Exercise »
If a line in the listing below includes the string "Barberry", pull it out.

Information provided »
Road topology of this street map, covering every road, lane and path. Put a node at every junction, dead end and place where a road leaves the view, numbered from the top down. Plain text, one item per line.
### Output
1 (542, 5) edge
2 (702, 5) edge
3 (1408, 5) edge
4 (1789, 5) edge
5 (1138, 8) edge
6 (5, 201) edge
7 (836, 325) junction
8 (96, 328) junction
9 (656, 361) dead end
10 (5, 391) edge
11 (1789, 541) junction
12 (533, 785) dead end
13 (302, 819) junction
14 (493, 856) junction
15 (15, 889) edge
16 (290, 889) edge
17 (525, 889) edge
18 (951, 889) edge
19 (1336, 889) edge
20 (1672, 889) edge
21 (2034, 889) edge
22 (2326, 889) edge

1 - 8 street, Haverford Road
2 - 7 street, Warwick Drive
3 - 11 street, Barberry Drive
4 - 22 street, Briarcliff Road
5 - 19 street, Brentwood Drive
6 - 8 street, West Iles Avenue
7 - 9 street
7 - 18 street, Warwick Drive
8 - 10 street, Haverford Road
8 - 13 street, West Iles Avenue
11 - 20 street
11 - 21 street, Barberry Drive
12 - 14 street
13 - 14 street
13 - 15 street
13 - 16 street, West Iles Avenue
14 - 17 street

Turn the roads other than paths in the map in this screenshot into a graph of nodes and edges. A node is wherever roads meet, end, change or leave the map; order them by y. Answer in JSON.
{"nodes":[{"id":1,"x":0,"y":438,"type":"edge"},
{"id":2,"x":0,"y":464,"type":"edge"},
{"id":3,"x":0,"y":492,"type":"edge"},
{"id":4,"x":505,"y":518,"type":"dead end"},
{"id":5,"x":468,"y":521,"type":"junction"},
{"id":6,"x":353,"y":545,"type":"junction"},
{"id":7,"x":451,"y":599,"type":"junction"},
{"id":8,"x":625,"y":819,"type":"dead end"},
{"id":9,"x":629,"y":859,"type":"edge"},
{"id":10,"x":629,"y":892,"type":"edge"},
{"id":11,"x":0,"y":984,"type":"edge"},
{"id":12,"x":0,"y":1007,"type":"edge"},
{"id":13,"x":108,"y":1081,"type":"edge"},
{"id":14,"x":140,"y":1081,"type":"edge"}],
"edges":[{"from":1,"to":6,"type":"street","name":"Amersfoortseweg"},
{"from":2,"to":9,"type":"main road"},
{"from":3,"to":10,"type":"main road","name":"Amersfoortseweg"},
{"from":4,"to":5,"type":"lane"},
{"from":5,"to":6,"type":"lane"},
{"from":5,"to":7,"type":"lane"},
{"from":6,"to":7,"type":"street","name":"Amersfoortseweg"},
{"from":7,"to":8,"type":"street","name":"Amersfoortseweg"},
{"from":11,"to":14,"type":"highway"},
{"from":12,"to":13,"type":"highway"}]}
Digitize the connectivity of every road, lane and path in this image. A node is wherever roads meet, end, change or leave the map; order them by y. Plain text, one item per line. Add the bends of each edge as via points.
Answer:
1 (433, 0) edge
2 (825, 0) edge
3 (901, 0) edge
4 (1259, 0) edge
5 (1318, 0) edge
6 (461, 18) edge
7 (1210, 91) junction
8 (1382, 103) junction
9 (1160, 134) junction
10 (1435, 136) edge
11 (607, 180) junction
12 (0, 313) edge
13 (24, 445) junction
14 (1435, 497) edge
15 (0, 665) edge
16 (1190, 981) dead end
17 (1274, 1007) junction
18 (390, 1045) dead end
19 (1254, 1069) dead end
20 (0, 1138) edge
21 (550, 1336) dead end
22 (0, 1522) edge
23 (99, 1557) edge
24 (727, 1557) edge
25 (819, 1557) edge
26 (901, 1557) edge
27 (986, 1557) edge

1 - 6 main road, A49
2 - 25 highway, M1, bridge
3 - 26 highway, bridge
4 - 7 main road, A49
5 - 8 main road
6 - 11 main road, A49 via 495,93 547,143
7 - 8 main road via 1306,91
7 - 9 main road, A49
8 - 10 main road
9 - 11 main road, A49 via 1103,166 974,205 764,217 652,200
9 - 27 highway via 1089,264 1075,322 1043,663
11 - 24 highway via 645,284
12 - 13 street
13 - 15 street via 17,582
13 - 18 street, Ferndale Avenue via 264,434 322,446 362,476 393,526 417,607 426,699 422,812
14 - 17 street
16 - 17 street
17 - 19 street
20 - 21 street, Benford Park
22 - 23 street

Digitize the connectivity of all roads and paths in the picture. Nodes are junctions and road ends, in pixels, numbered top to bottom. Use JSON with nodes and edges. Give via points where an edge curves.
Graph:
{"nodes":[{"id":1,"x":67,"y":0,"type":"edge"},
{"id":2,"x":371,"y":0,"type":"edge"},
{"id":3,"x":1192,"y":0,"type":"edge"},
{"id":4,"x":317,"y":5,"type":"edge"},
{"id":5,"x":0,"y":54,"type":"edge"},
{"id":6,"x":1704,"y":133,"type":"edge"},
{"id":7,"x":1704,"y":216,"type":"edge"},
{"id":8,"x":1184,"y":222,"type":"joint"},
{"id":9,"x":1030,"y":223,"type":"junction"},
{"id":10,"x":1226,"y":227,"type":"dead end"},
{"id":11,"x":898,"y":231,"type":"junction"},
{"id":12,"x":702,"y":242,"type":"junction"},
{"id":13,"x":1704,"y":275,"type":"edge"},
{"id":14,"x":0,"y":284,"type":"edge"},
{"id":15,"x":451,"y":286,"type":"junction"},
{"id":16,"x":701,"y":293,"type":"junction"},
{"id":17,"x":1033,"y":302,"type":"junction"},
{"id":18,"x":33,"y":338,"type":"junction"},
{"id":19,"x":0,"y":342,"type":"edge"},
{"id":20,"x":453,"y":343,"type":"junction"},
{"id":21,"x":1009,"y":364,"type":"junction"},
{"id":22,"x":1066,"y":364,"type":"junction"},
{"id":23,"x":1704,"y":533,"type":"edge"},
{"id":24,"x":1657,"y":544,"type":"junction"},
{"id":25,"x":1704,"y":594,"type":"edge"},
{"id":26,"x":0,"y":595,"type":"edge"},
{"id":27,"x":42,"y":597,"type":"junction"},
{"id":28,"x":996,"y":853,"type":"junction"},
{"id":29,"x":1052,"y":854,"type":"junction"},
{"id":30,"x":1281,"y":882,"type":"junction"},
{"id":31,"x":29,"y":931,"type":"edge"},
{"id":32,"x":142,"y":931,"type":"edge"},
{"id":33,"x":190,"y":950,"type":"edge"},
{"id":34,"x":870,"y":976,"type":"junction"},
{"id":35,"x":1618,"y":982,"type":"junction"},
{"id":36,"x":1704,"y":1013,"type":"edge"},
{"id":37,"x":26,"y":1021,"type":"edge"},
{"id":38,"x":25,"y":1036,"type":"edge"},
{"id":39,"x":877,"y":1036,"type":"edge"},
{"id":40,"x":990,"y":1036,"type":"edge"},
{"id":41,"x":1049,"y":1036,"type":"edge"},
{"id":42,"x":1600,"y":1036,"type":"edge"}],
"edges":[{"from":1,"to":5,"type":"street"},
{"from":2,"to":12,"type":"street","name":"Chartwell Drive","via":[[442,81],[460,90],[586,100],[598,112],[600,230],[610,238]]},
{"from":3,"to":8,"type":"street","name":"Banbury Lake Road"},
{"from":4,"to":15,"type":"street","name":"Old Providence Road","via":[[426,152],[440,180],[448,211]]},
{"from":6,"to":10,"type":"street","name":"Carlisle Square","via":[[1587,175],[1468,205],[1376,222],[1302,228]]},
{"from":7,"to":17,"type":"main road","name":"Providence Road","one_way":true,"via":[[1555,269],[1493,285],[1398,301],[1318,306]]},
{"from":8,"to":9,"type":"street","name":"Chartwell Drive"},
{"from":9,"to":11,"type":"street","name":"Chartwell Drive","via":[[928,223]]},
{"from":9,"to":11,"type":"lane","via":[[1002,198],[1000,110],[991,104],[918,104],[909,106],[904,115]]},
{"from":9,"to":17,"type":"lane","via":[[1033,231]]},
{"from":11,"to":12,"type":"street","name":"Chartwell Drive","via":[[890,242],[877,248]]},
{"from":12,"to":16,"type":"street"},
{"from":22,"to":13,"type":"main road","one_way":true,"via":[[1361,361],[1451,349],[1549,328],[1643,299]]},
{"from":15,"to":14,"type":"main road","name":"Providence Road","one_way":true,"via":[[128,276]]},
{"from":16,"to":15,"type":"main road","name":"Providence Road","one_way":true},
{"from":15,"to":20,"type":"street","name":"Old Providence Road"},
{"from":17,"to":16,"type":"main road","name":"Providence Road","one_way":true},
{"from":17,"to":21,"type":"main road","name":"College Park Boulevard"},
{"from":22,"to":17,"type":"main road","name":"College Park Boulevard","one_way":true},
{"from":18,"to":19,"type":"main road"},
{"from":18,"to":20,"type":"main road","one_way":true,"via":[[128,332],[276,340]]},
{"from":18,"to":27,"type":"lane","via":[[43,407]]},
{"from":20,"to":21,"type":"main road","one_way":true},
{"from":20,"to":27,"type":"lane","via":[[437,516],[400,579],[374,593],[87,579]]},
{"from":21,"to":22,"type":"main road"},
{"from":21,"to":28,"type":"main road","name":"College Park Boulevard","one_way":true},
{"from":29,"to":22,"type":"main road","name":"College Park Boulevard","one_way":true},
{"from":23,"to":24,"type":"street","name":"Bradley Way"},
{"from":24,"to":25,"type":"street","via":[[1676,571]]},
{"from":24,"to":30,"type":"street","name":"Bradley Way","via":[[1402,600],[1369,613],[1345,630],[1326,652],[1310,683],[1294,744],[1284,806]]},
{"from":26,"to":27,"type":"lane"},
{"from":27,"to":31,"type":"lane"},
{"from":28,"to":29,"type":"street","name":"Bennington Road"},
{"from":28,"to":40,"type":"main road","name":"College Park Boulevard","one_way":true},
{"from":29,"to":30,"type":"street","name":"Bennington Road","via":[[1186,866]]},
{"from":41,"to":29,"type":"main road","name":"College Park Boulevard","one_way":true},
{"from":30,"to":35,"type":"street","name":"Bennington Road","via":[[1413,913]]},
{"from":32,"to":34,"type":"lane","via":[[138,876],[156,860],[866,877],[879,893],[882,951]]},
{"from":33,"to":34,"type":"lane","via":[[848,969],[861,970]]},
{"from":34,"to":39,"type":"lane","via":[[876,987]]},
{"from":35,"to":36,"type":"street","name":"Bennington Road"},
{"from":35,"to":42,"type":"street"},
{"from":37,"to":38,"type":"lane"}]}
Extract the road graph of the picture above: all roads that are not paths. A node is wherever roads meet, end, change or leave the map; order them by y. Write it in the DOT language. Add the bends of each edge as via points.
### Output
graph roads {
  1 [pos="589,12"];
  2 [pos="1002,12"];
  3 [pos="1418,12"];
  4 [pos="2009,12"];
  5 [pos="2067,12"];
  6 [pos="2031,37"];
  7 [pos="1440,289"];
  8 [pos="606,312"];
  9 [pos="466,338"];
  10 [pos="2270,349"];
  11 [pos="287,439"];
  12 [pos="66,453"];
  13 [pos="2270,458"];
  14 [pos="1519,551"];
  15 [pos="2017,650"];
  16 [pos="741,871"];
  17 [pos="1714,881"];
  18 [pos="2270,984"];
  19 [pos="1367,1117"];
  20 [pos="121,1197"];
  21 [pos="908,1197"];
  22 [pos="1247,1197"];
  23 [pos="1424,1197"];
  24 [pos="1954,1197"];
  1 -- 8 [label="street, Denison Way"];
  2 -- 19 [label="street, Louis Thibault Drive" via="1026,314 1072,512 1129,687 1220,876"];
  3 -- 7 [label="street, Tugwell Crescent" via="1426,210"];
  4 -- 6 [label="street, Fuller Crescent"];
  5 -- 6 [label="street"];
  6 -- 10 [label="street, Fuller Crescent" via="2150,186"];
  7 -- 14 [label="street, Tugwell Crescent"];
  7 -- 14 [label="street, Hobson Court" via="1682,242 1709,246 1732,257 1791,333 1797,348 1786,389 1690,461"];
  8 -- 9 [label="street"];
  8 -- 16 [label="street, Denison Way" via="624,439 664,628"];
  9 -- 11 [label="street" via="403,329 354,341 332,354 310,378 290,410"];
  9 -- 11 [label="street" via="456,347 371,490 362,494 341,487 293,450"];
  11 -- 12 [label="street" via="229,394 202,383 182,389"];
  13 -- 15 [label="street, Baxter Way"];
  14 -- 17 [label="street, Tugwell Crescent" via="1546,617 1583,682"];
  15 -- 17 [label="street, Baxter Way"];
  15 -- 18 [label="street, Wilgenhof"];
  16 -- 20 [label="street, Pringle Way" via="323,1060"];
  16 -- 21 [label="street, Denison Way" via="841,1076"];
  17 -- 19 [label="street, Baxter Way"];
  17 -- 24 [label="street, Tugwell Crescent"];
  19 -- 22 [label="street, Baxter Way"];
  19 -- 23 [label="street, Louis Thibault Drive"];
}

Solution to this task »
3 - 11 street, Barberry Drive
11 - 21 street, Barberry Drive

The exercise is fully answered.